── Material for this exercise

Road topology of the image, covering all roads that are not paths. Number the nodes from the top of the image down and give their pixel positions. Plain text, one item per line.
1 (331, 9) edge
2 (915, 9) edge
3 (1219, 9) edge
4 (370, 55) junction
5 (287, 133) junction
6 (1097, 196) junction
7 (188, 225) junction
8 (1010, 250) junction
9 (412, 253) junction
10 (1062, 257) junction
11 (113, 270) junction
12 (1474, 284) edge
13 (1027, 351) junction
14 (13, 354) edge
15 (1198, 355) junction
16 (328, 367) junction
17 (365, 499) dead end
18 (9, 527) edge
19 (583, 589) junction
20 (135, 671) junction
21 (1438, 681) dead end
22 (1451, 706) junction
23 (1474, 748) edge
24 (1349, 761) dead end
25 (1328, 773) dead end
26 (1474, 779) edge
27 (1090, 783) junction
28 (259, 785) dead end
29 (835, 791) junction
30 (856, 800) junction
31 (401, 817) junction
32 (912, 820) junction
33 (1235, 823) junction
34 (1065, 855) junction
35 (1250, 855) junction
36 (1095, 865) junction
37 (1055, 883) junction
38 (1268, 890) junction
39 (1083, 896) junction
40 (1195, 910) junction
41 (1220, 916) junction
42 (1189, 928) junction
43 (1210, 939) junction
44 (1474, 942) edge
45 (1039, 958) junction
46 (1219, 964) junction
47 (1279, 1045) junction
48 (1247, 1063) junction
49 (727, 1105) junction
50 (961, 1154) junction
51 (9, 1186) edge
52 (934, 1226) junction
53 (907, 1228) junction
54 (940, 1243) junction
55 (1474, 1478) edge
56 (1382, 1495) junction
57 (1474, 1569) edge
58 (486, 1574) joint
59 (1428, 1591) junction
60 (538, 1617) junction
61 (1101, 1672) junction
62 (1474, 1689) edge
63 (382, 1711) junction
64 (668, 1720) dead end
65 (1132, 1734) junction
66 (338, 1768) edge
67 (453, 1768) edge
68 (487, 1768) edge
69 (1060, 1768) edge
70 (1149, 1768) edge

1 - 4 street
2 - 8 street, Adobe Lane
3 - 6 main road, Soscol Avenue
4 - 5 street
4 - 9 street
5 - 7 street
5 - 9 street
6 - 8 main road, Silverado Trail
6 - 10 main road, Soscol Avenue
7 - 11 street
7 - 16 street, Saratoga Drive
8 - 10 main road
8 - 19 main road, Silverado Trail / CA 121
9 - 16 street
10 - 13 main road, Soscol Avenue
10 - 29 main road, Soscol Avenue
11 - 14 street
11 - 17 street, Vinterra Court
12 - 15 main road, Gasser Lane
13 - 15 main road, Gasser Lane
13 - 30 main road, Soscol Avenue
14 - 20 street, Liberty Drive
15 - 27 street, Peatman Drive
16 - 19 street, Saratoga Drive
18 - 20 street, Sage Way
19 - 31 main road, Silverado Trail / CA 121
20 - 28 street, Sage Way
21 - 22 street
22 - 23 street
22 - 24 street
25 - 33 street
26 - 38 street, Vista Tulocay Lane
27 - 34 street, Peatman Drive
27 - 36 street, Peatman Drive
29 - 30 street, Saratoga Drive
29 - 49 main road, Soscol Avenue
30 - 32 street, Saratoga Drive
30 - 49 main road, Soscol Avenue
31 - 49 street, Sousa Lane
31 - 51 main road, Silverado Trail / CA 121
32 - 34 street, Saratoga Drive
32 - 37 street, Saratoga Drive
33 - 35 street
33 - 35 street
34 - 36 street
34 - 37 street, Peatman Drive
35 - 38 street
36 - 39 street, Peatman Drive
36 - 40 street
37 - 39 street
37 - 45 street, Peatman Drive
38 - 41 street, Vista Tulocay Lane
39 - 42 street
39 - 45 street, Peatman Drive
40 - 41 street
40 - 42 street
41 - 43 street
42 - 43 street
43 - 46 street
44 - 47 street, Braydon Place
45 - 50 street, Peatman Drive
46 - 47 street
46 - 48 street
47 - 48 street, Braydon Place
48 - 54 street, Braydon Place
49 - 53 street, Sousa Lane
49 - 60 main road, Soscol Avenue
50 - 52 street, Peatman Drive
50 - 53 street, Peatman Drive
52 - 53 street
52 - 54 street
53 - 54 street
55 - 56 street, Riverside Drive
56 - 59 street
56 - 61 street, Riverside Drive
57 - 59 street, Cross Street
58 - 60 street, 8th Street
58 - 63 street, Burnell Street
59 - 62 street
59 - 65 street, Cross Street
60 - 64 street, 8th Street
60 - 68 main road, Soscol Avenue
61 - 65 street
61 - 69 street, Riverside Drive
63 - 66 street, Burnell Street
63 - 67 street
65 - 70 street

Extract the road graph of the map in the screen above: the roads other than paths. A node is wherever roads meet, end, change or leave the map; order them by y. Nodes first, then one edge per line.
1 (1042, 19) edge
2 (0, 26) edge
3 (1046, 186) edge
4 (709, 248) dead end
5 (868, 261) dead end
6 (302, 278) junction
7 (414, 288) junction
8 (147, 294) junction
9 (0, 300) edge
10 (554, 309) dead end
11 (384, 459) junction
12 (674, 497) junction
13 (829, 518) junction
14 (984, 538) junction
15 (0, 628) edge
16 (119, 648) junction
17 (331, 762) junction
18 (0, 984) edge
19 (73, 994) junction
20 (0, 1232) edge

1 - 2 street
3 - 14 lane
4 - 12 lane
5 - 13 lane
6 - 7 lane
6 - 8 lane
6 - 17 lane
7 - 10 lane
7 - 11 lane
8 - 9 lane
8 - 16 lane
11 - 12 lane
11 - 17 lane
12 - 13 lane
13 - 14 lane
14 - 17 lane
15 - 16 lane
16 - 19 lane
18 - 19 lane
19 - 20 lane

────

= Task objective =
Whenever the word "Tulocay" occurs in a line above, copy that line.

= Solution to this task =
26 - 38 street, Vista Tulocay Lane
38 - 41 street, Vista Tulocay Lane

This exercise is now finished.